The Strange Triumph of Liberal Democracy
SHLOMO AVINERI is Professor of Political Science at the Hebrew University of Jerusalem and the author of, among other books, The Social and Political Thought of Karl Marx. He served as Director General of Israel’s Foreign Ministry in the first cabinet of Prime Minister Yitzhak Rabin.See more by this author
Any intelligent observer of Europe in the 1930s would have been hard-pressed not to feel that its future belonged to either communism or fascism. Liberal democracy, besieged on the left by Stalin's Soviet Union and on the right by Hitler's Germany and Mussolini's Italy, seemed to stand no chance of survival. Most central and eastern European countries had already succumbed to authoritarianism or different variations of fascism, and the Great Depression suggested that the activist solutions implemented by both extremes were better than the feeble nostrums liberalism could offer. Back then, the notion that by the beginning of the twenty-first century, Europe would be democratic from the Tagus and the Ebro to the Danube and the Vistula would have seemed utterly ridiculous.

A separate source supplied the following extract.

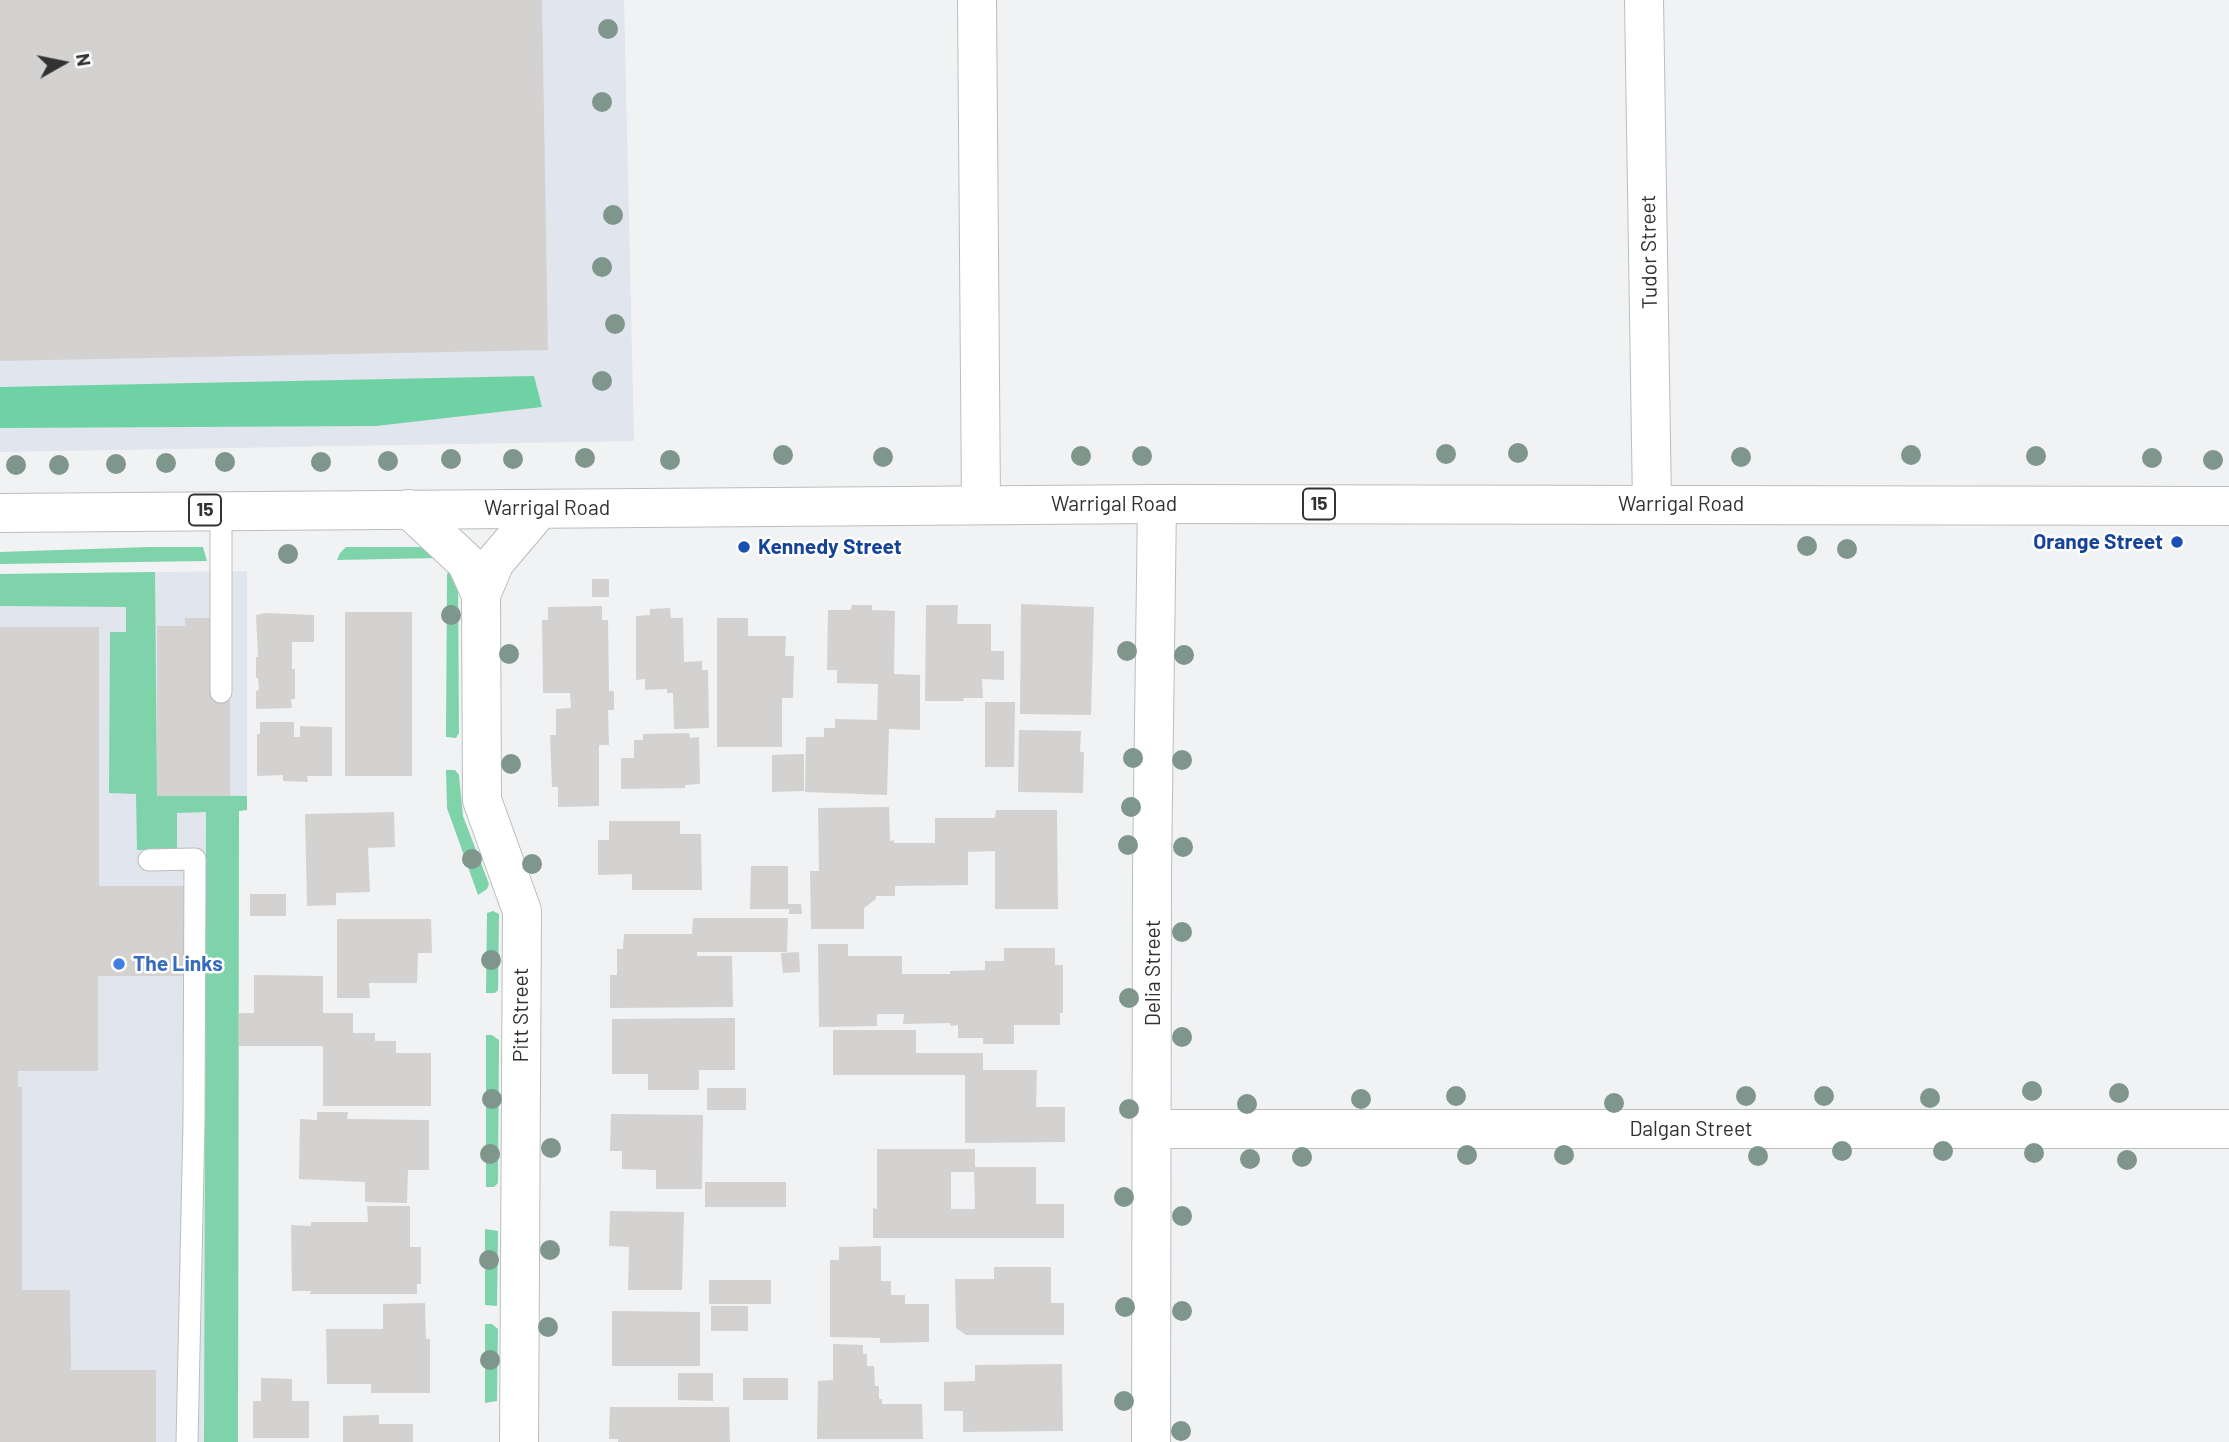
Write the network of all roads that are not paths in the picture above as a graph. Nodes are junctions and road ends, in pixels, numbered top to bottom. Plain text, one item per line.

And in fact, liberal democracy's triumph was hardly inevitable. Two recent books, by authors with greatly differing worldviews and methodologies, try to explain why history worked out as it did. In Contesting Democracy, Jan-Werner Müller, a German-born, British-educated political scientist who teaches at Princeton, traces the central ideological narratives of European politics during the century, arguing essentially that the postwar order emerged and has proved durable because it offered novel and satisfactory answers to major problems. In How to Change the World, meanwhile, the great Marxist historian Eric Hobsbawm grapples with why Marxism lost out and what it might still have to offer.
THE BATTLE FOR EUROPE
Müller's book is at once a political history of Europe since World War I, an inquiry into why Europe failed to achieve consolidated liberal democracies between the two wars yet was able to do so after 1945, and a collection of essays on some important European political thinkers. Although the volume's chapters show signs of their origin as separate articles, its overall message, complex and sometimes highly original, is clear. In a nutshell, post-1945 democratic development in Western Europe was not achieved easily, nor was it just the reestablishment of the previous political order. It grew out of the lessons learned from the brittleness of interwar democracy and the legacies of some of the nondemocratic interwar movements. It was helped, moreover, by the urgency and cohesion supplied by the broader Cold War environment.